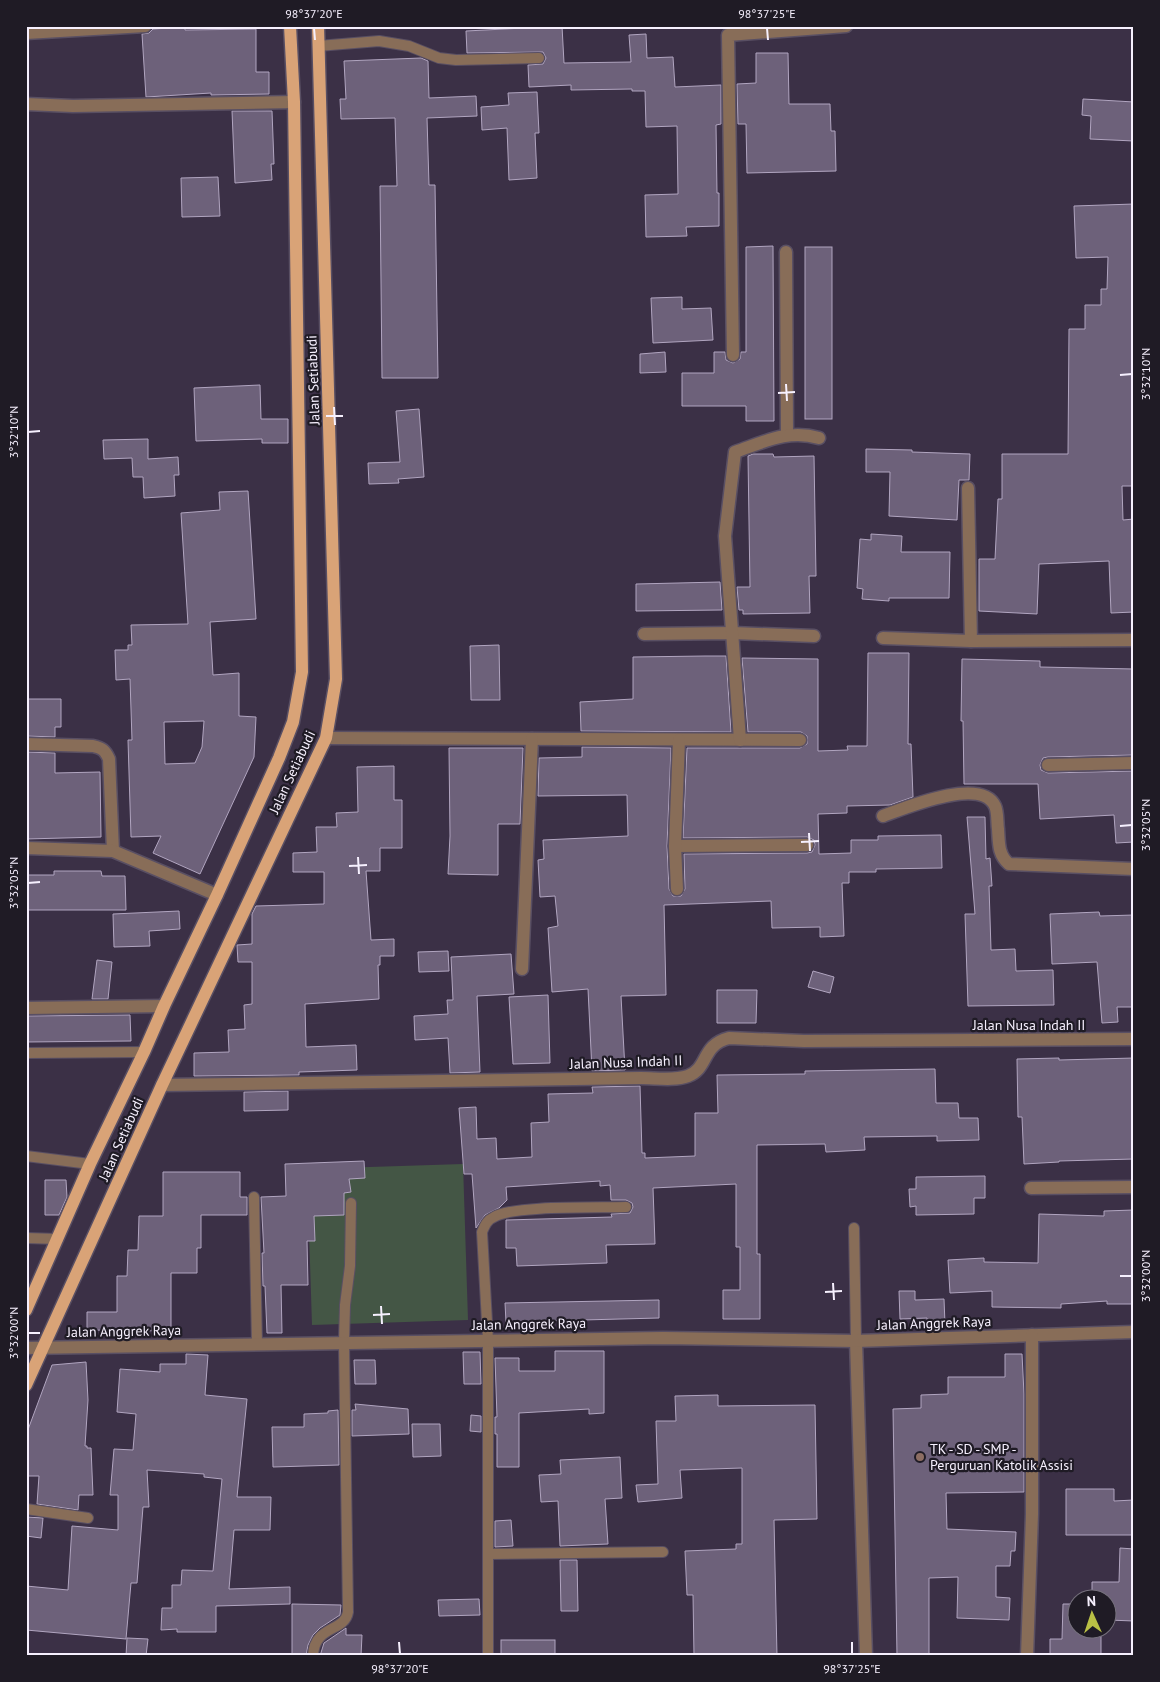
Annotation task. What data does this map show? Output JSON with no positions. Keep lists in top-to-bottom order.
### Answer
{
  "streets": {
    "main road": ["Jalan Setiabudi"],
    "street": ["Jalan Nusa Indah II", "Jalan Anggrek Raya"]
  },
  "crossings": [
    ["Jalan Setiabudi", "Jalan Nusa Indah II"],
    ["Jalan Setiabudi", "Jalan Anggrek Raya"]
  ],
  "places": ["TK - SD - SMP - Perguruan Katolik Assisi"],
  "north": "top",
  "coordinates": [
    "98°37'20\"E",
    "98°37'25\"E",
    "3°32'10\"N",
    "3°32'05\"N",
    "3°32'00\"N"
  ]
}
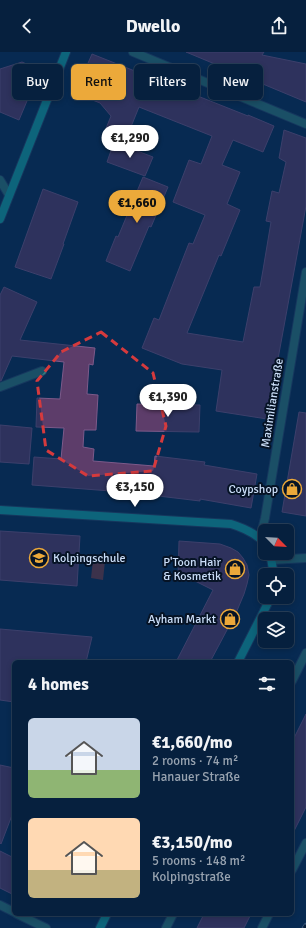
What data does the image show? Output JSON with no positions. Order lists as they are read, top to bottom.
{
  "streets": {
    "street": ["Maximilianstraße"]
  },
  "places": {
    "shop": ["Coypshop", "P'Toon Hair & Kosmetik", "Ayham Markt"],
    "school or university": ["Kolpingschule"]
  },
  "north": "bottom right",
  "page": {
    "header": "Dwello",
    "chip": [
      "Buy",
      "Rent",
      "Filters",
      "New"
    ],
    "price": [
      "€1,290",
      "€1,660",
      "€1,390",
      "€3,150"
    ],
    "heading": "4 homes",
    "list": [
      {
        "name": "€1,660/mo",
        "note": "2 rooms · 74 m² · Hanauer Straße"
      },
      {
        "name": "€3,150/mo",
        "note": "5 rooms · 148 m² · Kolpingstraße"
      }
    ]
  }
}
-----
*Activity*
A verbatim transcript of the material above, with images dropped, is the expected output.

*Output below*
Annotation task. What data does this map show? Output JSON with no positions. Keep lists in top-to-bottom order.
### Answer
{
  "streets": {
    "main road": ["Jalan Setiabudi"],
    "street": ["Jalan Nusa Indah II", "Jalan Anggrek Raya"]
  },
  "crossings": [
    ["Jalan Setiabudi", "Jalan Nusa Indah II"],
    ["Jalan Setiabudi", "Jalan Anggrek Raya"]
  ],
  "places": ["TK - SD - SMP - Perguruan Katolik Assisi"],
  "north": "top",
  "coordinates": [
    "98°37'20\"E",
    "98°37'25\"E",
    "3°32'10\"N",
    "3°32'05\"N",
    "3°32'00\"N"
  ]
}
What data does the image show? Output JSON with no positions. Order lists as they are read, top to bottom.
{
  "streets": {
    "street": ["Maximilianstraße"]
  },
  "places": {
    "shop": ["Coypshop", "P'Toon Hair & Kosmetik", "Ayham Markt"],
    "school or university": ["Kolpingschule"]
  },
  "north": "bottom right",
  "page": {
    "header": "Dwello",
    "chip": [
      "Buy",
      "Rent",
      "Filters",
      "New"
    ],
    "price": [
      "€1,290",
      "€1,660",
      "€1,390",
      "€3,150"
    ],
    "heading": "4 homes",
    "list": [
      {
        "name": "€1,660/mo",
        "note": "2 rooms · 74 m² · Hanauer Straße"
      },
      {
        "name": "€3,150/mo",
        "note": "5 rooms · 148 m² · Kolpingstraße"
      }
    ]
  }
}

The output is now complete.